We have no other platforms to compare the performance to today. Still, it’s true that the hordes look magnificent and intimidating on Stadia, which only makes taking them out that much more rewarding.

Orcs Must Die 3 Review: Creatively Culling in the Cloud

A human army stands on a castle rampart overlooking orcs below.

For the uninitiated, as I once was, Orcs Must Die 3 is a third-person action-tower defense game. While my first impression of OMD3 (and thus the series) was to compare it to Fortnite‘s lesser-played Save The World mode, I watched some gameplay of the previous games and realized it’s the other way around. Orcs Must Die was already doing the sort of action-tower defense seen in Save The World years ago.

The story of Orcs Must Die 3 skips ahead two decades to a time when the last game’s hero is now dead, and the villain has been reformed as a mentor for two young heroes. Suffice it to say that beyond some tween leanings in characterization, which regularly color the characters’ quips, the story is properly backburnered as little more than lore for longtime fans. You can easily hop into this third entry with no prior knowledge of the series and pick up the narrative pieces you may want to understand.

Each level plays out in a castle-like environment. An overhead map shows you where the entry points are and eventually where the enemies are attacking from, while the UI reveals how many waves you must survive.

Players choose their loadout from a handful of projectile weapons like a crossbow and a freezing spell as well as dozens of traps and are asked to keep enemies out of the Rift, a portal that would presumably send orcs to the human world. Truly, the context here is quite irrelevant, but that’s okay. It fits the setup. 

Orcs Must Die 3 has a mobile game-like addictiveness to it, which pairs pretty nicely with Stadia as you can play it mobile on proper wifi.
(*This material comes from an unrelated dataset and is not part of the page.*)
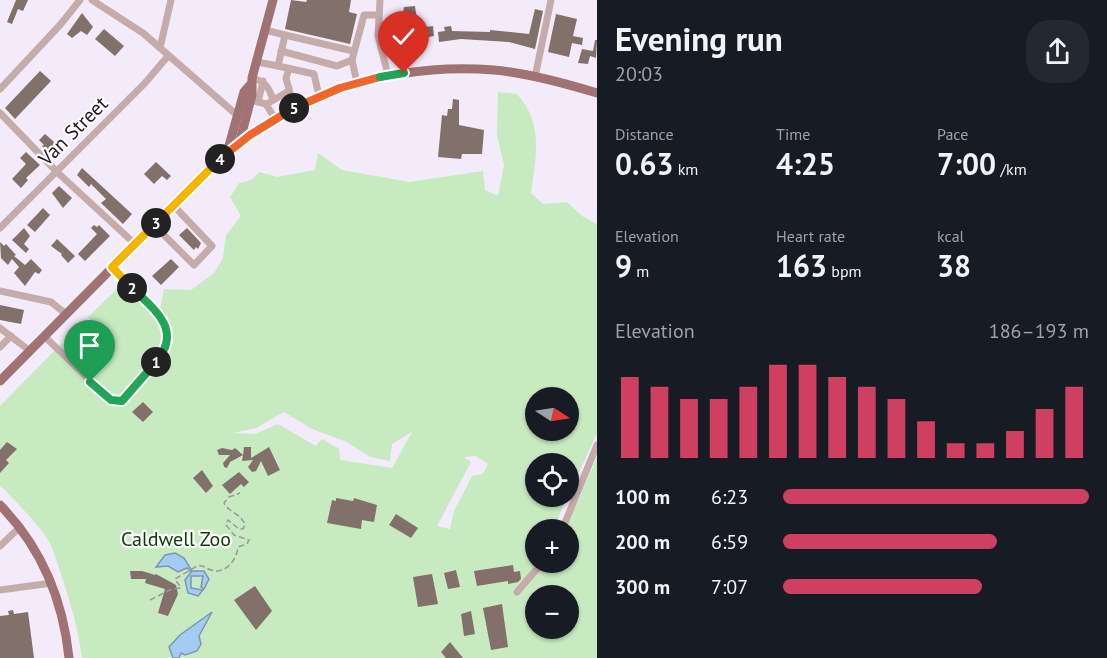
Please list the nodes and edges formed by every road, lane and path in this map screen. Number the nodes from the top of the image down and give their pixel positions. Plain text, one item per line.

I spent most of my review time playing it on a phone, and the whole experience was clearly built to translate across the Stadia landscape.

A blue spell is used to attack hordes of purple orcs.

It seems the guiding principle of OMD3 was not a measure of how to drastically change the formula laid before it, but how to make everything seem bigger and better. In turn, the cast of villains and the ways to thwart them are both extremely deep.

I counted 50 total traps and weapons available to players, and I’m still unlocking some of those. They get wildly creative too, from early unlocks like spiked floors and overheard tenderizers to late-game unlocks that can upend the game’s economy, allowing your traps to become much more effective.

Each of these items has its own skill tree that takes lots of item uses before completing, meaning one playthrough of the game simply won’t be enough to use them all.

Endless mode sits alongside the campaign’s 18 chapters as further means of toying with the eponymous orcs, and it’s in either mode where the central draw of OMD3 truly shines.

Experimentation is key, and the game hardly nudges you toward any particular items, only sometimes reminding you of a new tool you’ve unlocked (which can be inferred may do wonders on your current map). You’ll unlock certain traps as you progress, but you can also skip the line and unlock some things when you feel like it, customizing your loadout with the traps you rely on the most.

Early on, I found great success just littering the floors with spikes, but it doesn’t take long before more towering orcs can survive several such blows and pierce frontline defenses. Often we hear “trial and error” when someone is complaining of a game’s mechanics, but in OMD3, it’s a fantastic selling point.

Failures are interesting because you can often see where your best-laid plans went awry. That teases a swift return. Several times, I played much longer than I planned because I was determined to fix my mistakes and see a level through to the end of the last wave.

A large orc towers over Kelsey amidst smaller hordes of orcs and spring traps in a castle courtyard.

The downside to the openness of each level is that some feel like difficulty spikes. Rather than a smooth upward curve found in some other genre games, OMD3 hit me a few times with levels that seemed much harder than they should have been, and which took many more tries to overcome. They’d still end before frustration set in, but I did sometimes find myself at wit’s end regarding how to slow the surge of orcs into the Rift.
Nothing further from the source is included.